Rusya için mesele şah mat mı?
Rusya 20 Eylül’de Karabağ’da ateşkesi sağlayıp itibar kaybını biraz sınırladı. Şimdi Azerbaycan’ın Karabağ’ı teslim alma sürecine hakemlik yapıyor, Ermeniler için güvenceler arıyor. Bakü de Rusya ile bozuşmadan toprak bütünlüğünü sağlarken bu sınırlı role itiraz etmiyor. Toprak ve etnisiteye dayalı Sovyet sisteminin son kalıntıları coğrafyadan sökülüyor. Rusya için fatura Karabağ’la sınırlı kalmayabilir.
Azerbaycan’ın 2008’de Gürcistan’ın denediğini tekrarlayıp farklı sonuçlar alması tamamen jeopolitik ve jeostratejiktir. Gürcistan ordusu Güney Osetya’yı ele geçirmek için Tshinval’e askerî harekât başlattığında ilk önce Rus barış gücü karargâhını vurmuştu. Azerbaycan da Karabağ’da Ermenilerin ‘de facto’ Artsakh Cumhuriyeti’ne son verip kontrolü ele almak için yürüttüğü operasyon sırasında mermilerini Rus barış gücünden esirgemedi. Tshinval savaşı Rusya’ya kazandırırken Karabağ savaşı kaybettirdi. Güney Osetya, Rusya Federasyonu içindeki Kuzey Kafkasya cumhuriyeti Kuzey Osetya ile sınır. Dahası güney ve kuzeyin Osetleri iç içe. 2008’de Rusya, Vladikavkaz’da konuşlu tanklarını iki saatte sıradağların ötesine indirip Gürcü ordusunu püskürtmüş, devamında Güney Osetya ve Abhazya’nın bağımsızlığını tanımıştı. Sovyetler sonrası Rus etki alanında Bağımsız Devletler Topluluğu’ndaki (BDT) insicamın gereği olarak Rusya, Tiflis’in hassasiyetlerine göre Güney Osetya ve Abhazya’yı göz ardı etmiş, hatta bu iki “de facto” bağımsız cumhuriyete yaptırımlar dayatmıştı. O vakit Rus siyaseti Gürcüleri üzmekten yana değildi. 2003’te Gürcistan’da Batı destekli Gül Devrimi, bu siyasetin terk edilmesine neden olmuş, adım adım Abhazya ve Güney Osetya için ‘Rus koruması’ devreye sokulmuştu. 2008 Ruslar için rövanş vaktiydi. 19 Eylül 2023’te Karabağ için operasyon başlatıldığında barış gücündeki Rus askerleri de hedef oldu. Birkaçı öldü. Rus barış gücüne ait bir cephanelik de bombalandı. Moskova, Azerbaycan’ın anlatısı üzerine bir şey demedi, Aliyev’in özrünü kabul etti. 2020’de Rus helikopterinin düşürülmesi sonrası olduğu gibi.
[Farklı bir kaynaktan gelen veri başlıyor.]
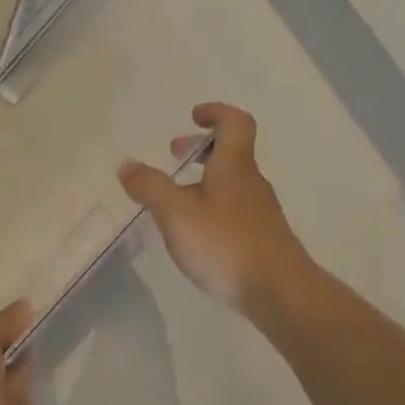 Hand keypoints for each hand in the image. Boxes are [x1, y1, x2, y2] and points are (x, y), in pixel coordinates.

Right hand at [118, 103, 311, 313]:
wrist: (278, 291)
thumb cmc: (225, 244)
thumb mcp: (177, 214)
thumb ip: (150, 188)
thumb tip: (127, 165)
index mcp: (234, 167)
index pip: (234, 123)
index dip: (215, 113)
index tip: (192, 117)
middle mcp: (251, 183)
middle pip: (232, 153)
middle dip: (202, 149)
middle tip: (175, 156)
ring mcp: (260, 213)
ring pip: (232, 184)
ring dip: (205, 181)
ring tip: (176, 201)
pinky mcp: (262, 239)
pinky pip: (234, 211)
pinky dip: (213, 208)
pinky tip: (197, 234) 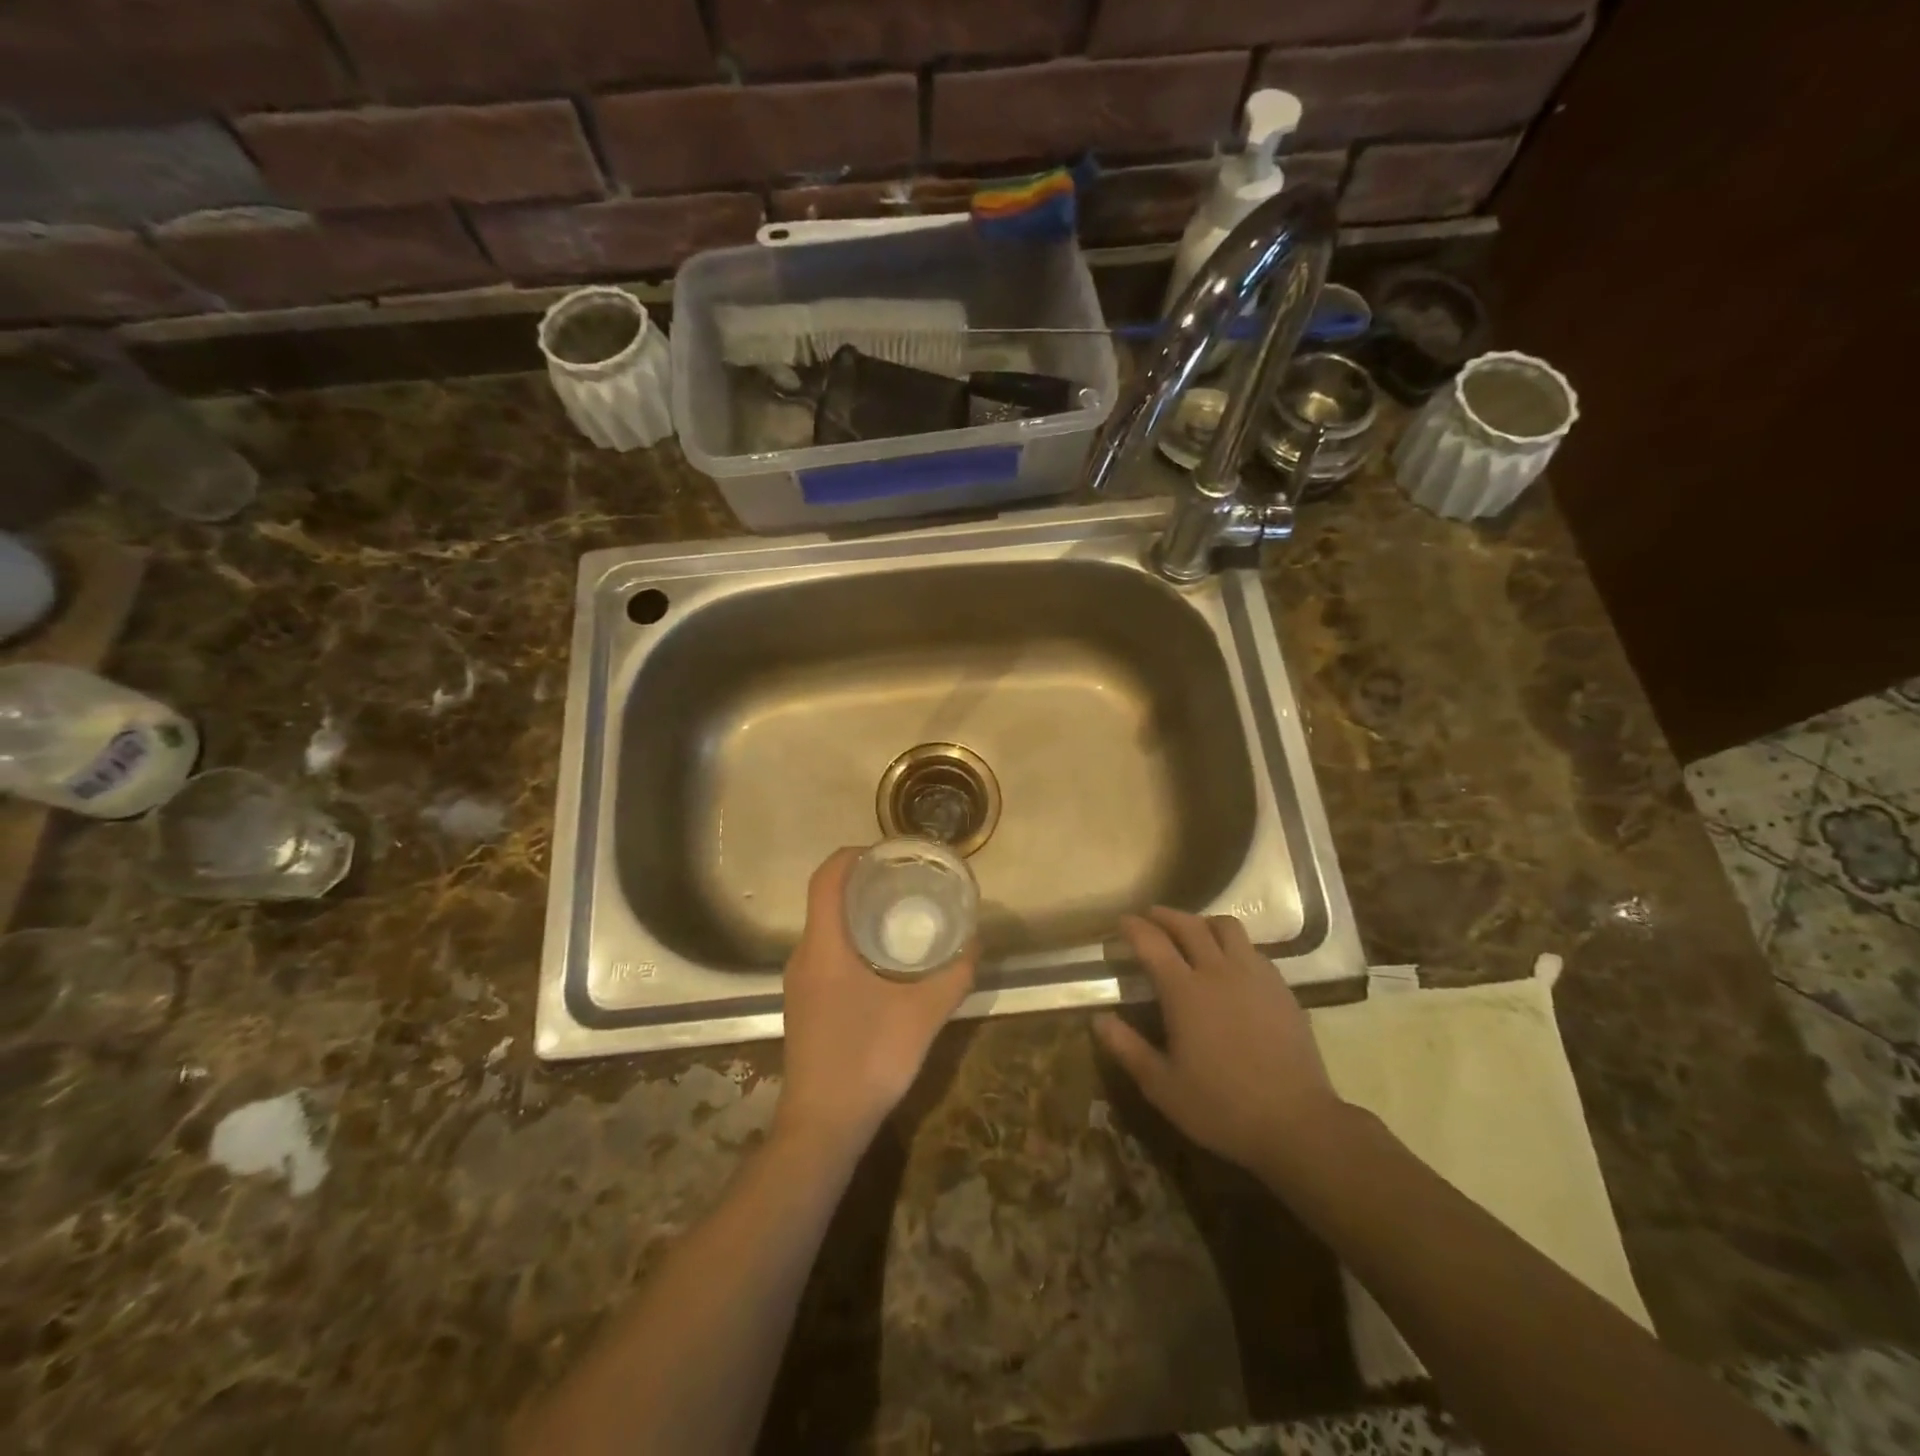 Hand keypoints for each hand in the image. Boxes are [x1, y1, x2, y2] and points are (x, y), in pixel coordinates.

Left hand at [775, 848, 976, 1152]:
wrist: (823, 1125)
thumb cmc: (869, 1060)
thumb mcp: (924, 1014)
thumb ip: (954, 974)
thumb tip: (975, 940)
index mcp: (824, 947)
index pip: (825, 879)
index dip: (851, 855)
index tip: (886, 851)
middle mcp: (804, 956)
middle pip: (825, 898)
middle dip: (861, 880)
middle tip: (904, 878)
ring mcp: (799, 982)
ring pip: (824, 927)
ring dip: (856, 911)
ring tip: (899, 911)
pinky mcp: (804, 1002)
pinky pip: (824, 951)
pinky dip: (850, 938)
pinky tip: (883, 958)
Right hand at [1094, 907, 1343, 1176]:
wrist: (1297, 1122)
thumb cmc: (1221, 1106)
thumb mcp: (1162, 1086)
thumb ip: (1127, 1048)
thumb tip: (1098, 1019)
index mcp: (1184, 991)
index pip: (1152, 943)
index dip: (1133, 927)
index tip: (1121, 922)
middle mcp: (1218, 971)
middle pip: (1188, 925)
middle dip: (1165, 915)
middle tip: (1150, 917)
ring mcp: (1254, 976)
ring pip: (1226, 928)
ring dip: (1202, 922)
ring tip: (1192, 932)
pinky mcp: (1281, 988)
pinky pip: (1253, 950)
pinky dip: (1233, 945)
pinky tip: (1230, 964)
Alttan almanın bir dizi nedeni var. Evvela Ukrayna savaşı sürerken Rusya, Kafkasya denklemine hasredecek yeterli askeri, siyasi ve diplomatik kapasiteye sahip değil. İlaveten jeopolitik gerçekliğin başında sınırlar geliyor. Rusya açısından Dağıstan tarafında Azerbaycan’la sınırların, Kuzey Kafkasya için istikrarsızlık kaynağına dönüşmemesi gerekiyor. Hazar Denizi’ndeki ortak çıkarlar ve stratejik ilişkilerin ağırlığı da büyük. Sadece petrol ve doğalgaz sektöründeki ortaklıklar değil Batılı ambargolar karşısında Rus ham petrolünün çıkışı ya da Azerbaycan’da rafine edildikten sonra ihracı konusunda Azerbaycan eşsiz bir fırsat sunuyor. (Malum yaptırımlarda Rusya dışında işlenmiş Rus petrolünün satışı konusunda istisna getirilmişti.)
Yine Rusya, Türkiye’nin Güney Kafkasya’da artan etkisinden rahatsız olsa da Ukrayna cenderesi yüzünden Ankara ile ilişkilerin sunduğu değeri görmezden gelemiyor. Türk kapısı açık kalmalı ve Boğazlar rejimi kitabına uygun uygulanmalı.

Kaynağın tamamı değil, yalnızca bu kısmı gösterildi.